As a final note: please do not cancel classes in order to hold conferences during that time. You can, however, schedule conferences during your office hours as long as you allow students to request time to see you “by appointment” during conference weeks if they have matters they wish to discuss outside their normal conferencing time.

Strategies for determining where to schedule conferences

Most instructors use their assigned workspace for conferencing.  If you’re assigned to a shared office, be sure to coordinate conferencing times with your office mate.  If you’re assigned to a cube as your workspace, just be conscious of those working around you and try to keep the volume of the conferencing to a respectful level; if you need a more private space for the meeting (for instance, if the student is working on a personally sensitive research topic), talk to the Associate Director to see what alternate meeting spaces might be available in Sweet Hall.

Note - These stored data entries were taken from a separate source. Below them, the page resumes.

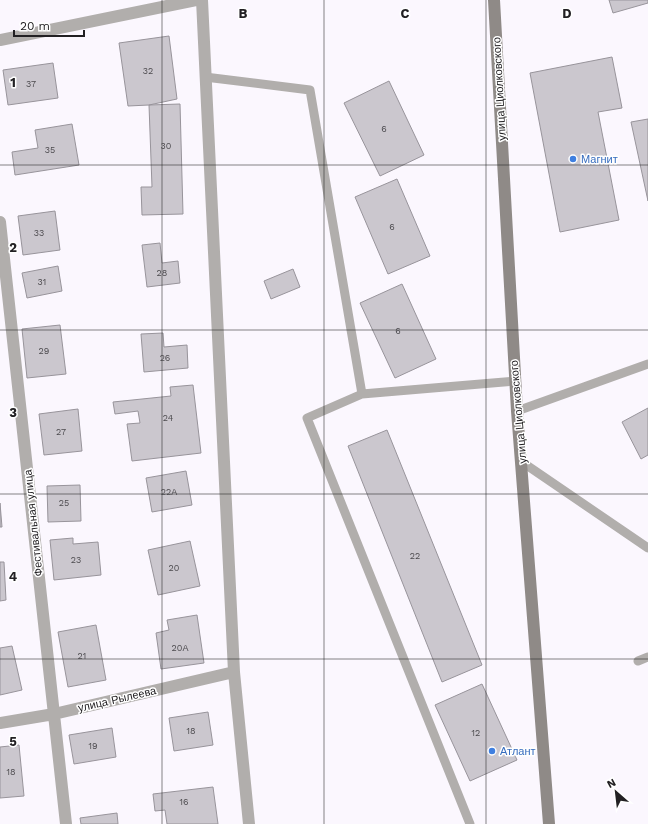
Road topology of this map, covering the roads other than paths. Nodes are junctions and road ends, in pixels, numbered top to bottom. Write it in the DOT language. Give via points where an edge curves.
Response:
graph roads {
  1 [pos="196,0"];
  2 [pos="202,0"];
  3 [pos="494,0"];
  4 [pos="0,40"];
  5 [pos="205,77"];
  6 [pos="0,222"];
  7 [pos="648,364"];
  8 [pos="515,381"];
  9 [pos="362,394"];
  10 [pos="517,411"];
  11 [pos="522,462"];
  12 [pos="648,548"];
  13 [pos="648,657"];
  14 [pos="638,661"];
  15 [pos="234,672"];
  16 [pos="54,714"];
  17 [pos="0,723"];
  18 [pos="66,824"];
  19 [pos="249,824"];
  20 [pos="470,824"];
  21 [pos="549,824"];
  1 -- 4 [label="street"];
  2 -- 5 [label="street"];
  3 -- 8 [label="street, улица Циолковского"];
  5 -- 9 [label="lane" via="310,90"];
  5 -- 15 [label="street"];
  6 -- 16 [label="street, Фестивальная улица"];
  7 -- 10 [label="lane"];
  8 -- 9 [label="lane"];
  8 -- 10 [label="street, улица Циолковского"];
  9 -- 20 [label="lane" via="307,418"];
  10 -- 11 [label="street, улица Циолковского"];
  11 -- 12 [label="lane"];
  11 -- 21 [label="street, улица Циолковского"];
  13 -- 14 [label="lane"];
  15 -- 16 [label="street, улица Рылеева"];
  15 -- 19 [label="street"];
  16 -- 17 [label="street, улица Рылеева"];
  16 -- 18 [label="street, Фестивальная улица"];
}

You might also decide to hold your conferences in an alternate locale. Here are some options that PWR instructors use aside from their workspace:

  • Campus cafés, such as Coupa, the Bookstore Café, the CoHo.
  • Green Library.  You might conference on the first floor near the Information Desk or at the small tables by the east door (the one by Coupa Café).  This is an especially ideal location if times in the quarter where students are actively researching and might benefit from having easy access to reference librarians and/or the Green stacks.
  • Hume consultation rooms or lounge.  Consultation rooms must by scheduled through Shanley at least 48 hours ahead of time and may not be available due to tutoring need.  You can conference in the lounge as long as it doesn’t interfere with drop-in tutoring.
  • Small meeting rooms in Sweet Hall.  Please only use these for group conferences; they are actively used by Sweet Hall staff.  You can contact Marcos about signing up.
  • Sweet Hall 328B.  Reserve through the sign-up sheet on the door.  This room will not be available for sign up after June 2019.

If you do opt for afterhours conferences, keep in mind the following:

  • The door to the floor of Sweet Hall locks at 5pm and is locked on the weekends. Since you can’t prop the door without setting off an alarm, you’ll need to make sure that students can contact you to be let into the floor if you’re meeting with them after hours.
  • Hume is open some evenings (MW until 8:30pm; Th until 7:30pm) and on Sundays (1-7:30pm), so might be an alternate venue for afterhours conferencing.  Once again, contact Shanley at least 48 hours in advance if you’d like to reserve a Hume consultation room for your conferences.

Strategies for how to schedule conferences

There is no one best way to sign up students for conferences.  Across PWR, instructors use a variety of different methods:

Your method of signing students up for conferences will depend on your priorities.  If it’s important to you that you keep everything on one platform, you might opt for Canvas. If it’s important to you that students can see the entire conferencing schedule in real time, you might use a Google sheet or Google doc.  If it’s important to you to have a platform that syncs with calendars, you might use Calendly. If you want to stay low-tech with conference sign up (since we have other things to worry about), you might circulate a sign-up sheet in class.

What’s most important is that students have a clear sense of when they signed up for a conference and ideally have a means to refer back to the schedule or otherwise remind themselves of the time as their meeting approaches.